Mamak Mehmet Çekiç Ortaokulu satranç takımının antrenörü, okulun fen hocalarından biri. Okulun finallere kadar gelmesinde ciddi emeğinin olduğunu anlıyorsunuz. Okula satranç kültürünü yayan Antrenör Fahrettin Yılmaz bu sporun bir gönüllüsü. Avrupa ve dünya şampiyonu Baver Yılmaz’ın da babası. Takımdaki öğrencilere de kendi çocuğu gibi yaklaşıyor, satrançta belli noktalara gelmesi için uğraşıyor. Fahrettin hocaya oğlunun da ilk hocası ama Baver belli bir seviyeye gelince kendisine Azeri bir hoca tuttuklarını söylüyor. Fahrettin Yılmaz, bir kaynaştırma sporcusunu da satranç sporcusu olarak hazırladıklarını belirtiyor. Özel çocukların normal okullarda eğitim alanlarına verilen bir isim kaynaştırma öğrencisi. Mardinli olan Fahrettin hoca ilginç bir şey de söylüyor: “Satrancı ben çok geç öğrendim çünkü bizim orada satranç değil kahvehane kültürü vardır. Satranç doğuda yaygın olabilir ama güneydoğuda pek bilinmez…”

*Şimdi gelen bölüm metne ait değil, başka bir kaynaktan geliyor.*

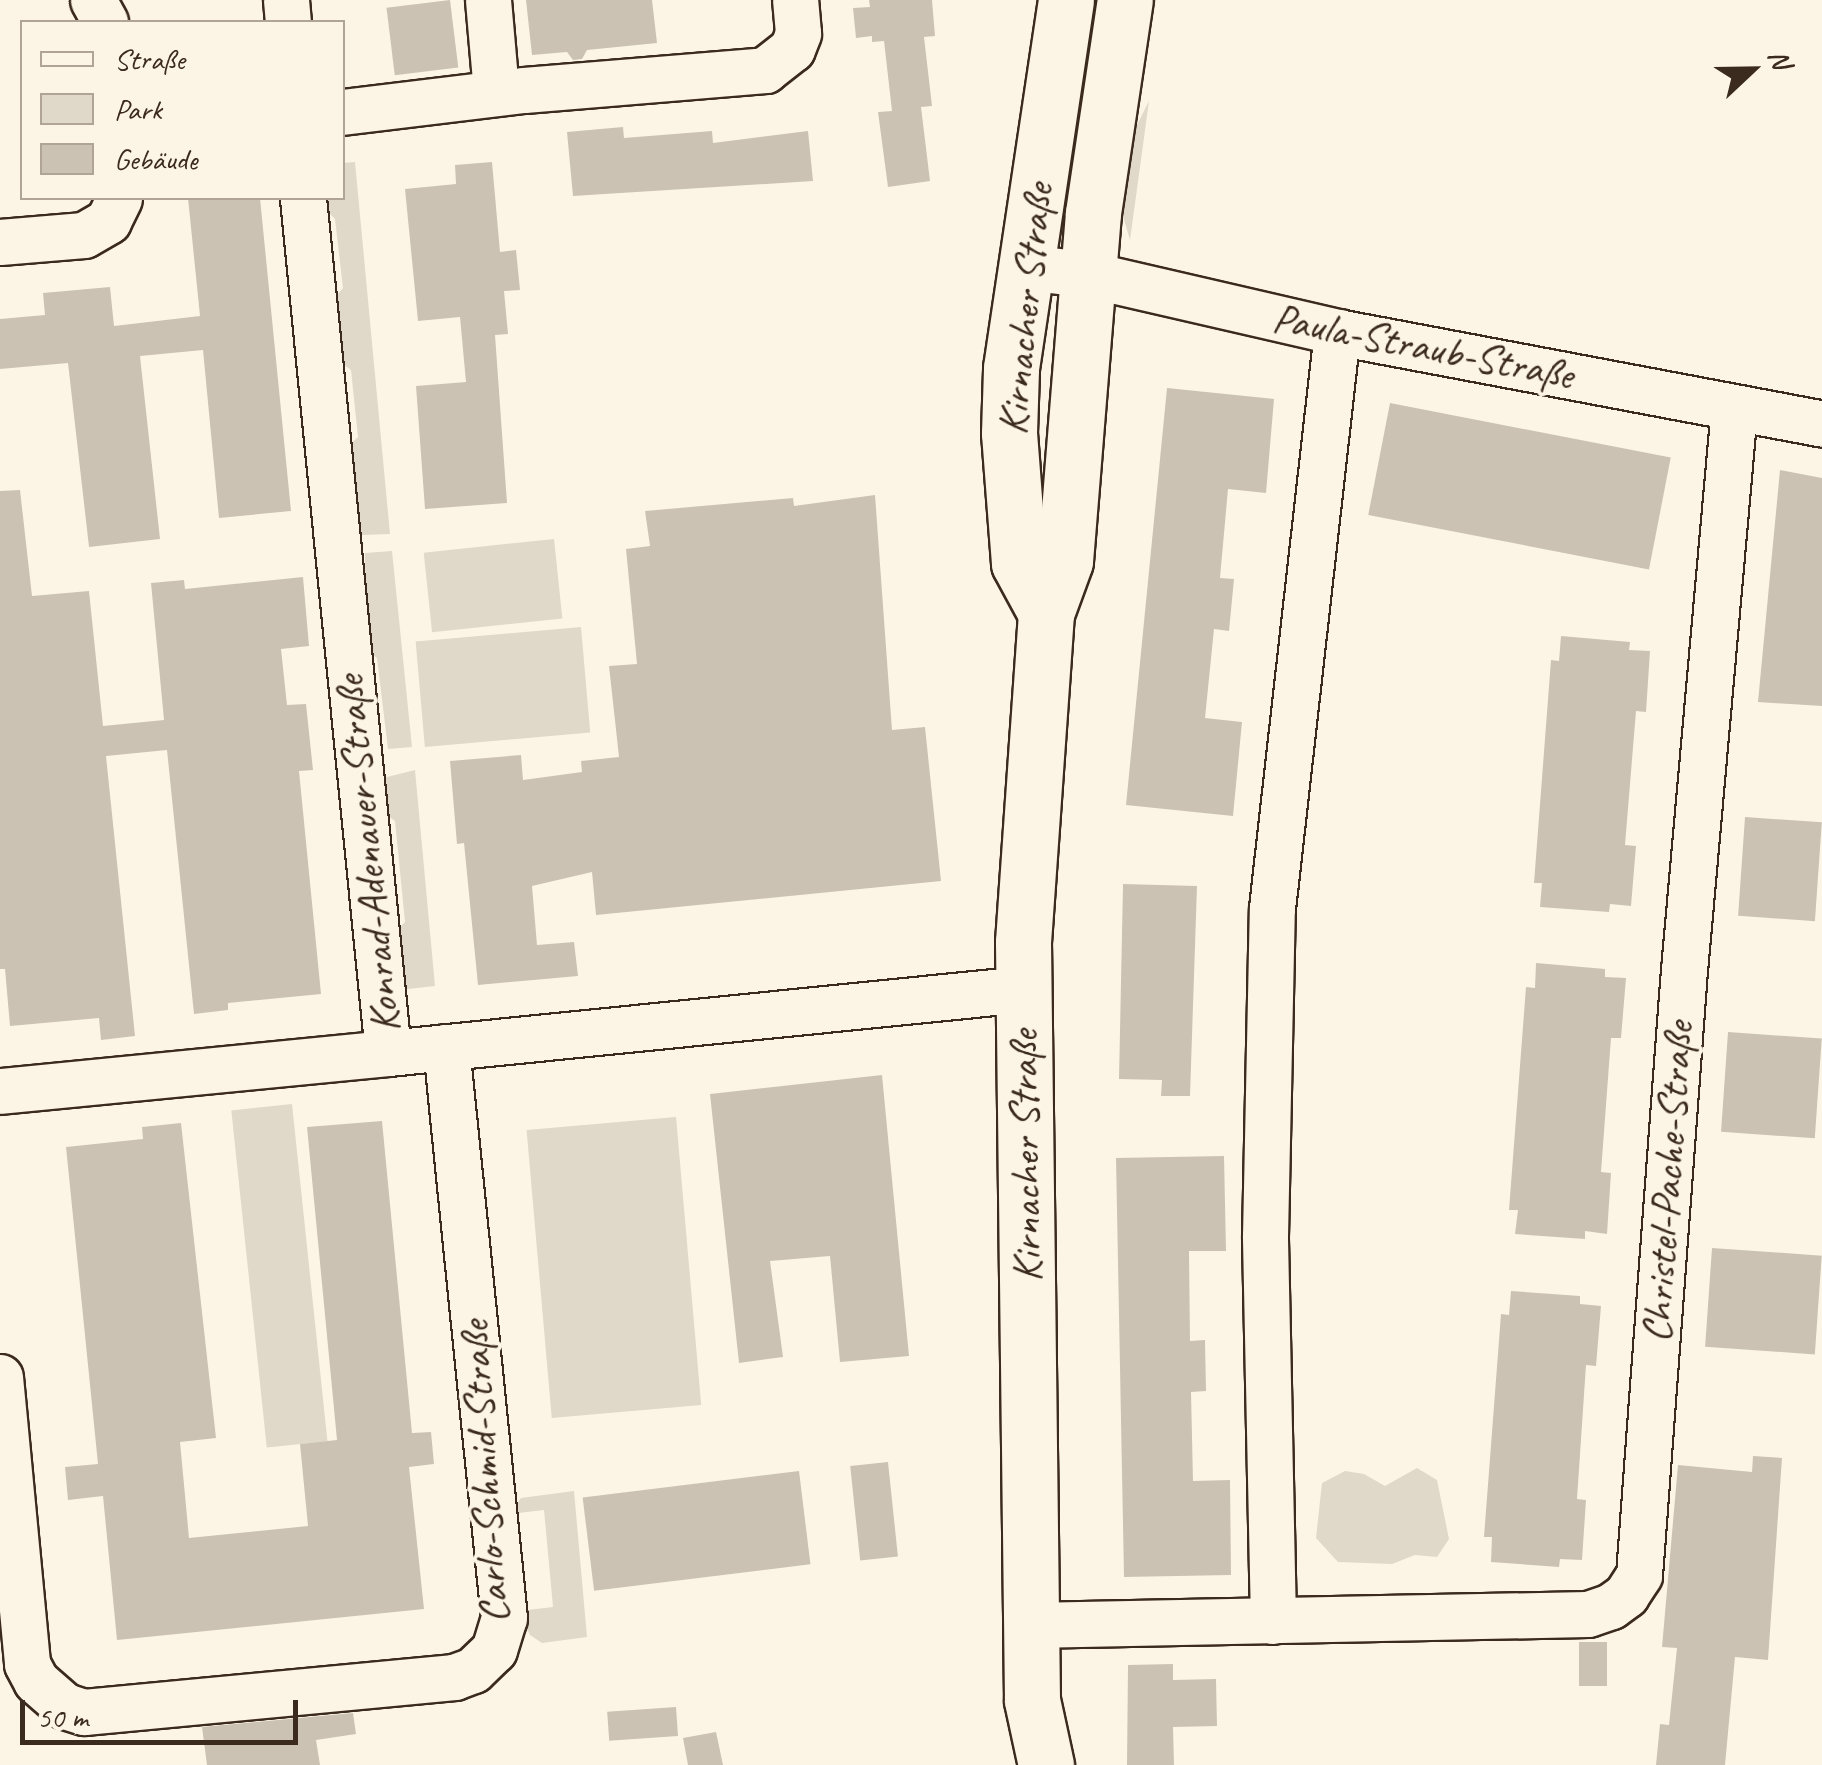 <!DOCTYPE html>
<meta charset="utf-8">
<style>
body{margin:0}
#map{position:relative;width:1822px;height:1765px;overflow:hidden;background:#fcf5e5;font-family:Caveat,sans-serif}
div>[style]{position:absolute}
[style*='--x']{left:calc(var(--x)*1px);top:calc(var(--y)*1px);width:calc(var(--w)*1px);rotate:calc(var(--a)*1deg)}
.green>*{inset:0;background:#e0d8c8;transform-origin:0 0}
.building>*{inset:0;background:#ccc2b3;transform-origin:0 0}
.roads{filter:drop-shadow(2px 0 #3b2a1e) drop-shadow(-2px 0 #3b2a1e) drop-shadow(0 2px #3b2a1e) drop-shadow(0 -2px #3b2a1e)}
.minor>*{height:45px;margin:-22.5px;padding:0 22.5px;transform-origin:22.5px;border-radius:22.5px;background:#fcf5e5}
.major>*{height:55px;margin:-27.5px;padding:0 27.5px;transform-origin:27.5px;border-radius:27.5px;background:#fcf5e5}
span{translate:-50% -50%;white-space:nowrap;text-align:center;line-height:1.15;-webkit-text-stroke:8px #fcf5e5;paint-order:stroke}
.street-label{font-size:42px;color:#3b2a1e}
.legend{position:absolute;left:20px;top:20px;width:325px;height:180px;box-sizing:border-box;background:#fcf5e5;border:2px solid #afa495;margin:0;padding:12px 18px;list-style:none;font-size:30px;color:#3b2a1e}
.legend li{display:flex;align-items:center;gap:20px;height:50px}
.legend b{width:50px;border:2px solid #afa495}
.north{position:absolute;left:1702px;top:20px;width:100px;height:100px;-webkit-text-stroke:8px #fcf5e5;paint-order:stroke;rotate:68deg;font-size:28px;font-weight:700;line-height:40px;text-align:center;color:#3b2a1e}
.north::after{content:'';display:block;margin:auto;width:35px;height:45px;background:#3b2a1e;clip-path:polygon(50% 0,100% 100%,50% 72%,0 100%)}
.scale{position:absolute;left:20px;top:1700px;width:278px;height:45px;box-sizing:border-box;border:5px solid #3b2a1e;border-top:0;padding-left:12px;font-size:30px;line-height:35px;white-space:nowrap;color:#3b2a1e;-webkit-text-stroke:8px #fcf5e5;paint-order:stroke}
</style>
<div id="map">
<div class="green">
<i style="clip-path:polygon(1149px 101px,1130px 240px,1117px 196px,1124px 151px)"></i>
<i style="clip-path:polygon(355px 162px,390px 534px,362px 535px,347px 447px,358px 437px,351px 370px,339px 361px,333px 300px,343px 288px,335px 219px,324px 207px,323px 198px,342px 198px,343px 163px)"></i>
<i style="left:554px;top:539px;width:80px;height:131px;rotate:84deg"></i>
<i style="clip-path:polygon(392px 551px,412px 747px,388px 749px,377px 658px,366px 649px,365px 553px)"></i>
<i style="left:581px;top:627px;width:106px;height:166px;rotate:85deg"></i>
<i style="clip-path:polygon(415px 770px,435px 986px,399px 990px,393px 934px,405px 922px,395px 821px,380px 810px,383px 778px)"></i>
<i style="left:292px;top:1104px;width:339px;height:61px;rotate:84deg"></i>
<i style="left:676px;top:1117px;width:289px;height:150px;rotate:85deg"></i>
<i style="clip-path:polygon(1417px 1468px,1437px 1480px,1449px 1539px,1437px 1557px,1415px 1555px,1392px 1564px,1338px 1562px,1316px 1538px,1322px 1483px,1345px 1471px,1364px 1474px,1385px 1486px)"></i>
<i style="clip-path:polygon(574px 1491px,587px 1637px,542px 1643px,530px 1635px,519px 1611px,553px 1607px,544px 1510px,510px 1514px,521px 1498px)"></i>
</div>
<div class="building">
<i style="left:450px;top:0;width:68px;height:64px;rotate:83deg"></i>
<i style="clip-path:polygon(526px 0,652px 0,657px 43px,587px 50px,582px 59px,573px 60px,567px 52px,532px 55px)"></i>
<i style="clip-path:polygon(869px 0,932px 0,935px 36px,924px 37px,932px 106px,921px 107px,930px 181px,888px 187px,878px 112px,892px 111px,884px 41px,872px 42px,872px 36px,856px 38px,853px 8px,870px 7px)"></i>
<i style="clip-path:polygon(623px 127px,624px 138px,712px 131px,713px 143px,808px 131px,813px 181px,573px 196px,567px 132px)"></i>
<i style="clip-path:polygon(492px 162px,500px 252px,516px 250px,520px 290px,504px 291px,508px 334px,495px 335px,507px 503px,425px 509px,416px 386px,466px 382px,460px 317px,418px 321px,405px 189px,456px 184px,455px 165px)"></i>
<i style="clip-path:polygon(188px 198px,260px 198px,291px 511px,219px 518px,203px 350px,140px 356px,160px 539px,89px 547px,68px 363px,0 369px,0 319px,45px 315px,43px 293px,110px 287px,114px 326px,200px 316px)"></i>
<i style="clip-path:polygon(1167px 388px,1274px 399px,1266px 493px,1228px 489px,1220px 578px,1234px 579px,1229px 631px,1214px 629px,1205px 718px,1242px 722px,1233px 816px,1126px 805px)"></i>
<i style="left:1390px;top:403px;width:286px;height:114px;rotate:11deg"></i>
<i style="clip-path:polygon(1780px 470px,1822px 478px,1822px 706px,1758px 702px)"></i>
<i style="clip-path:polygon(20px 490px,32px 596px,89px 591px,103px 726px,164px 720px,151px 583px,184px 580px,185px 589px,303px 577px,309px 646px,281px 649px,287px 705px,306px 704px,313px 770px,299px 771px,321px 994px,228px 1003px,228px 1010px,194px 1014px,167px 750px,106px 756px,135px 1036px,101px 1040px,99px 1018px,10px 1026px,5px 969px,0 969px,0 491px)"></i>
<i style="clip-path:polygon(875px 495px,892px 730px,925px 727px,941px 881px,596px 915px,592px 872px,532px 886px,537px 945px,574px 942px,578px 976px,478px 985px,464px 843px,457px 844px,450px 761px,521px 755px,523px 780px,582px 772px,581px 761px,619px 757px,609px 666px,637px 664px,626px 549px,650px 546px,645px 511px,793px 498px,794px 506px)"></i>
<i style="clip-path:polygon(1561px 636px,1630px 642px,1629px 650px,1650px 651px,1646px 712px,1636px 711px,1625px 845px,1636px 846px,1631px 906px,1610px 904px,1609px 912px,1540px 907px,1542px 883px,1534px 883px,1551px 660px,1559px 661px)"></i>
<i style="left:1745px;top:817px;width:77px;height:99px;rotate:4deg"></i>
<i style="clip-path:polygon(1123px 884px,1197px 886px,1190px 1096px,1161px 1096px,1162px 1080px,1119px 1079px)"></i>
<i style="clip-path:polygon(1536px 963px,1605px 969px,1605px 977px,1626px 978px,1621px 1038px,1611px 1038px,1601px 1172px,1611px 1173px,1607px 1234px,1585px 1231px,1585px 1239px,1515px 1234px,1518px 1210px,1509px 1210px,1526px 987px,1535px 988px)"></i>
<i style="left:1728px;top:1032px;width:94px;height:100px;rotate:4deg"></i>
<i style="clip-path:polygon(882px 1075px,909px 1356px,840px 1362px,830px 1256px,770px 1261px,783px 1357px,739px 1363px,710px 1094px)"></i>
<i style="clip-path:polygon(382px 1121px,412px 1433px,431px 1432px,434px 1464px,409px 1467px,424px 1609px,117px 1640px,103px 1496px,68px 1500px,65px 1467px,98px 1464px,66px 1147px,143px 1139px,142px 1127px,181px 1123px,216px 1438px,180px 1442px,189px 1538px,308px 1526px,300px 1444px,337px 1440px,307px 1127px)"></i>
<i style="clip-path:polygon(1224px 1156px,1226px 1251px,1189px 1251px,1190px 1341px,1205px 1340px,1206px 1391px,1191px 1392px,1193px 1481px,1230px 1480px,1231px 1575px,1124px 1577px,1116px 1158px)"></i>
<i style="left:1712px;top:1248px;width:110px;height:99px;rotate:4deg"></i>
<i style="clip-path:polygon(1511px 1291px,1580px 1296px,1580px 1304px,1601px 1306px,1596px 1366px,1586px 1365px,1577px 1499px,1586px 1500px,1582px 1560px,1560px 1559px,1559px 1567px,1491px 1562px,1492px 1537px,1484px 1537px,1501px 1314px,1509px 1315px)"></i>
<i style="clip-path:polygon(1753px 1456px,1782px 1458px,1768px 1660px,1735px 1657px,1725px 1765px,1656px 1765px,1660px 1724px,1669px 1725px,1677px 1648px,1662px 1647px,1678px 1465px,1752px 1472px)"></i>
<i style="left:888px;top:1462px;width:95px;height:38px;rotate:84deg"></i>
<i style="left:799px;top:1471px;width:94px;height:218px;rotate:83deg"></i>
<i style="left:1579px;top:1642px;width:28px;height:44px"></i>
<i style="clip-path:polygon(1173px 1664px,1173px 1680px,1216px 1679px,1217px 1726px,1173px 1727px,1174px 1765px,1127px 1765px,1128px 1665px)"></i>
<i style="left:676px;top:1707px;width:29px;height:69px;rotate:86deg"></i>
<i style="clip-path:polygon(353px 1713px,356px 1734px,316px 1740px,320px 1765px,207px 1765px,202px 1727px)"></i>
<i style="clip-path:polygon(716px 1732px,723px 1765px,688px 1765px,683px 1738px)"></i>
</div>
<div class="roads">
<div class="minor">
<i style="--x:93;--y:0;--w:25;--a:61"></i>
<i style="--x:286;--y:0;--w:22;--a:85"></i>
<i style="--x:488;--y:0;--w:92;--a:85"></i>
<i style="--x:342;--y:112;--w:183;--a:-6.9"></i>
<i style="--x:524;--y:90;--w:242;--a:-4.7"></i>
<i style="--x:765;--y:70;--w:34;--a:-38"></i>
<i style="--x:792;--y:49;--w:17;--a:-69"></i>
<i style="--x:798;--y:33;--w:33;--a:-95"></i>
<i style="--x:303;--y:198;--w:859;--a:84.32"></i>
<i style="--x:388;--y:1053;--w:639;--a:-5.75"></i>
<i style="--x:0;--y:242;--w:84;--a:-4.8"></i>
<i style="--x:84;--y:235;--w:28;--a:-30"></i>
<i style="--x:108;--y:221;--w:25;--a:-64"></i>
<i style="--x:1026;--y:267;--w:65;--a:7"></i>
<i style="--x:1091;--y:275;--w:253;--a:13"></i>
<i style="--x:1337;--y:332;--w:494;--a:10.7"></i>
<i style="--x:0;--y:1091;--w:390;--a:-5.6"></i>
<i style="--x:0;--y:1377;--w:288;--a:84.6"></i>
<i style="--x:27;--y:1664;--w:19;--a:62"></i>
<i style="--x:36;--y:1681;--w:38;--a:41"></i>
<i style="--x:65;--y:1706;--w:20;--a:18"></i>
<i style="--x:84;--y:1712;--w:372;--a:-5.4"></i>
<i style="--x:454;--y:1677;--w:20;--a:-20"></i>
<i style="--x:473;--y:1670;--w:29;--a:-44"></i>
<i style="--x:494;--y:1650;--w:34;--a:-73"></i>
<i style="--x:504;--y:1618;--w:574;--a:-95.8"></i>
<i style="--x:1273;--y:1621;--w:385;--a:-91.2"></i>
<i style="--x:1265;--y:1236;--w:328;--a:-88.8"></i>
<i style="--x:1272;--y:908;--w:580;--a:-83.56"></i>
<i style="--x:1030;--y:1625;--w:558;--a:-1.13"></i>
<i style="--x:1588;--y:1614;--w:24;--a:-19"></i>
<i style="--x:1611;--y:1606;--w:19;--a:-36"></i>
<i style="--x:1626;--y:1595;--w:24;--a:-57"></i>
<i style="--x:1639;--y:1575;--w:607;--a:-85.75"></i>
<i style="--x:1684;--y:970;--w:563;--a:-84.91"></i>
</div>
<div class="major">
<i style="--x:1046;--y:613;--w:57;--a:-118.4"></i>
<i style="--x:1019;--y:563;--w:130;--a:-94.4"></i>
<i style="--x:1009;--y:433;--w:65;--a:-88.2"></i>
<i style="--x:1011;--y:368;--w:372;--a:-81.5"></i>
<i style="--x:1046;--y:1765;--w:66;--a:-102.2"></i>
<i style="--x:1032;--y:1700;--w:758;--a:-90.68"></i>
<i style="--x:1023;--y:942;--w:330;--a:-86"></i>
<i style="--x:1046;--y:613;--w:55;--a:-69.9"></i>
<i style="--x:1065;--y:561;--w:349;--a:-85.4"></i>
<i style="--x:1093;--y:213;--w:215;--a:-81.5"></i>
</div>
</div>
<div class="street-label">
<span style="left:1026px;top:309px;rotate:-84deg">Kirnacher Straße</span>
<span style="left:1423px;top:347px;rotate:11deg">Paula-Straub-Straße</span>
<span style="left:368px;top:854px;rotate:-96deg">Konrad-Adenauer-Straße</span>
<span style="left:1026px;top:1156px;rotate:-91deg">Kirnacher Straße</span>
<span style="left:1668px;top:1182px;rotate:-86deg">Christel-Pache-Straße</span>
<span style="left:485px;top:1472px;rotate:-94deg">Carlo-Schmid-Straße</span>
</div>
<ul class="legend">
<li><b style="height:12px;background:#fcf5e5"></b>Straße</li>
<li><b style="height:28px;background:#e0d8c8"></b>Park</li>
<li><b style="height:28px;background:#ccc2b3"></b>Gebäude</li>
</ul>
<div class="north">N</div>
<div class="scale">50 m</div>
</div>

Beş kızdan oluşan Mamak Mehmet Çekiç Ortaokulu’ndan sonra beş erkek öğrenciden oluşan Bitlis Şehit Mahir Ayabak Ortaokulu sporcuları ile konuşuyoruz. Onlar daha küçükler, 5. sınıf öğrencileri hepsi. Çok da heyecanlılar. Bölge şampiyonasından sonra Bitlis’ten ikinci kez çıkışları, ilk kez Türkiye Şampiyonası’nda mücadele ediyorlar. Yarışı beklerken bile kendi aralarında müsabaka yapıyorlar. Bitlis ekibinin hocaları Yunus Demirkol ve Adem Özalp da öğrenciler kadar heyecanlı. Yunus hoca da tıpkı Fahrettin hoca gibi okulda satranç sporunun gelişmesinde İş Bankası’nın hediyesi olan ekipmanın önemine dikkat çekiyor. Satranç Federasyonu Başkanı Gülkız Gulay da basın sohbetinde İş Bankası’nın bu desteğine sık sık vurgu yapıyor ve teşekkür ediyor. Gerçekten de İş Bankası bu projedeki birlikteliğe önem verdiğini, şampiyonaya Kurumsal İletişim’den kalabalık bir ekiple gelerek gösteriyor. İş Bankası Kurumsal İletişim Müdürü Melten Atılgan, 1 milyon 200 bin lisanslı satranç sporcusu olduğunu hatırlarak bu spora desteklerinin süreceğini vurguluyor.
Yayınlanan bir araştırmaya göre Türkiye’nin IQ ortalaması düşündürücü bir rakam olarak karşımıza çıktı. Satrancın zeka gelişimi ve hayata hazırlamadaki önemi ortadayken İş Bankası’nın şampiyonalara ve turnuvalar düzenleyerek, okullara ekipman sağlayarak yaptığı bu katkıyı önemsiyorum. Ümit ediyorum ki spor ve satranç çocuklarımızın gelişimine ve geleceğine katkı sağlayacaktır.